- WORK TASK -
What lines in the entries below contain the word "Świętego"? Copy all of them.

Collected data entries
────

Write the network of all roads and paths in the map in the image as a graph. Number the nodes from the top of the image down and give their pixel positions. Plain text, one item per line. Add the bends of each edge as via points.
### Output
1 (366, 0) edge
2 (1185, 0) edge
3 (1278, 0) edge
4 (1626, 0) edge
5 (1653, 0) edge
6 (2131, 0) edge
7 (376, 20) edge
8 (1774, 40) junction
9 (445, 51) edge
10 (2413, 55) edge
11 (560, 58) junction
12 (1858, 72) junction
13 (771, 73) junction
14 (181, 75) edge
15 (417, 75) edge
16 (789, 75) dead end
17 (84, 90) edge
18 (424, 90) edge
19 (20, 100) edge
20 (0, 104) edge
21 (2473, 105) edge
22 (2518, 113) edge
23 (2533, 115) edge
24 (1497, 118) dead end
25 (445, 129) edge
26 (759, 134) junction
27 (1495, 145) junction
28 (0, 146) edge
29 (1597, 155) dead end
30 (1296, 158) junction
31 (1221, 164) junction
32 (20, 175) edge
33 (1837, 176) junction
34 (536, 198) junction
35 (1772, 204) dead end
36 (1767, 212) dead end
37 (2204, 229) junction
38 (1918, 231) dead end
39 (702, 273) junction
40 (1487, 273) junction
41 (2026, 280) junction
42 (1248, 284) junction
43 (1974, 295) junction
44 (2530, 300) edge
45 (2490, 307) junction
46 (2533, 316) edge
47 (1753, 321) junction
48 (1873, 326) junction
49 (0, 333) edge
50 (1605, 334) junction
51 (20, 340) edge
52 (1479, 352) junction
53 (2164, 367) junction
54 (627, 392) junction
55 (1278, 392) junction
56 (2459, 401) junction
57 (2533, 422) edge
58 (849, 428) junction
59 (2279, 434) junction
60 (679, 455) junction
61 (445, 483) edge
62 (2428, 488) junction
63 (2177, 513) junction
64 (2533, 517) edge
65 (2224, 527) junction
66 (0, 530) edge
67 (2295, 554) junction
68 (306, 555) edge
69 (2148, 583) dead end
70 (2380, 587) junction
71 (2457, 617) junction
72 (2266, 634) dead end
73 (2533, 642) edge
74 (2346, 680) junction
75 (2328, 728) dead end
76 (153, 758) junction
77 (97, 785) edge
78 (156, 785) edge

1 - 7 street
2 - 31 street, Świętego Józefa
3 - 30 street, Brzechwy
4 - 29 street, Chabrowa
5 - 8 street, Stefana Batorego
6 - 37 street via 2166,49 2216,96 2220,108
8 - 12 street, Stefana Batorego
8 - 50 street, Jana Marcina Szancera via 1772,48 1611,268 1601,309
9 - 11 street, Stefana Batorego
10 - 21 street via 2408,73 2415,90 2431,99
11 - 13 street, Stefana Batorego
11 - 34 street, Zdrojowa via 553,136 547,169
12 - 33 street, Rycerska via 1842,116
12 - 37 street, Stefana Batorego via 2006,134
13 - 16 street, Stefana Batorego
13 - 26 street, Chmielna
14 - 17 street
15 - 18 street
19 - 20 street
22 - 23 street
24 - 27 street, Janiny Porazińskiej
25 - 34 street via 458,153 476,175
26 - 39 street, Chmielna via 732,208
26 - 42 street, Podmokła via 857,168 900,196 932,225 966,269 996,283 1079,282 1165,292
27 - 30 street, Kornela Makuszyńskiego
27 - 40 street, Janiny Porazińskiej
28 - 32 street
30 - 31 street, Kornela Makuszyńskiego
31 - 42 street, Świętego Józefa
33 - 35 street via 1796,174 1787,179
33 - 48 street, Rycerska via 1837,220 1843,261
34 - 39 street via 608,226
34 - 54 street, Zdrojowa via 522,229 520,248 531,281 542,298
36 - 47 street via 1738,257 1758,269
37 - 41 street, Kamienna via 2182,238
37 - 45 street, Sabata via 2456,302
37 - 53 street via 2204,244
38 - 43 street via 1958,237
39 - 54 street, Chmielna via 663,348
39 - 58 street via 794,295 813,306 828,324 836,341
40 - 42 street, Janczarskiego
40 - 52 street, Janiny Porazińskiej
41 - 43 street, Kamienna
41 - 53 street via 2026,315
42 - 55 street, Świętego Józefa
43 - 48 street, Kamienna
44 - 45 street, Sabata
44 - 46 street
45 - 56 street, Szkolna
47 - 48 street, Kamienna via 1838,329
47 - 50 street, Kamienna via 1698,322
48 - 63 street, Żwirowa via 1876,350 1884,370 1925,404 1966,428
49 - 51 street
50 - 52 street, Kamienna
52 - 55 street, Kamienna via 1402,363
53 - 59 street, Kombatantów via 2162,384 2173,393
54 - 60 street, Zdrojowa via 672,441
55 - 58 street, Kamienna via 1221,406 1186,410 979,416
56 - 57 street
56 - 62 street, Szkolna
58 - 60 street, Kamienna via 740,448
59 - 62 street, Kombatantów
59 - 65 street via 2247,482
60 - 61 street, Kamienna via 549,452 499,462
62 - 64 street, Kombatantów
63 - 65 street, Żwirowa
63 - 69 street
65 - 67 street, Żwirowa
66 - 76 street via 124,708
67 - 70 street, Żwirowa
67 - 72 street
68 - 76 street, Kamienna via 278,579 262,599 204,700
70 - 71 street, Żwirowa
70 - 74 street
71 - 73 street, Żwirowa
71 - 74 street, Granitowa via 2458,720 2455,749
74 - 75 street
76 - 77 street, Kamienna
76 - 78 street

────

- ANSWER TO THIS TASK -
2 - 31 street, Świętego Józefa
31 - 42 street, Świętego Józefa
42 - 55 street, Świętego Józefa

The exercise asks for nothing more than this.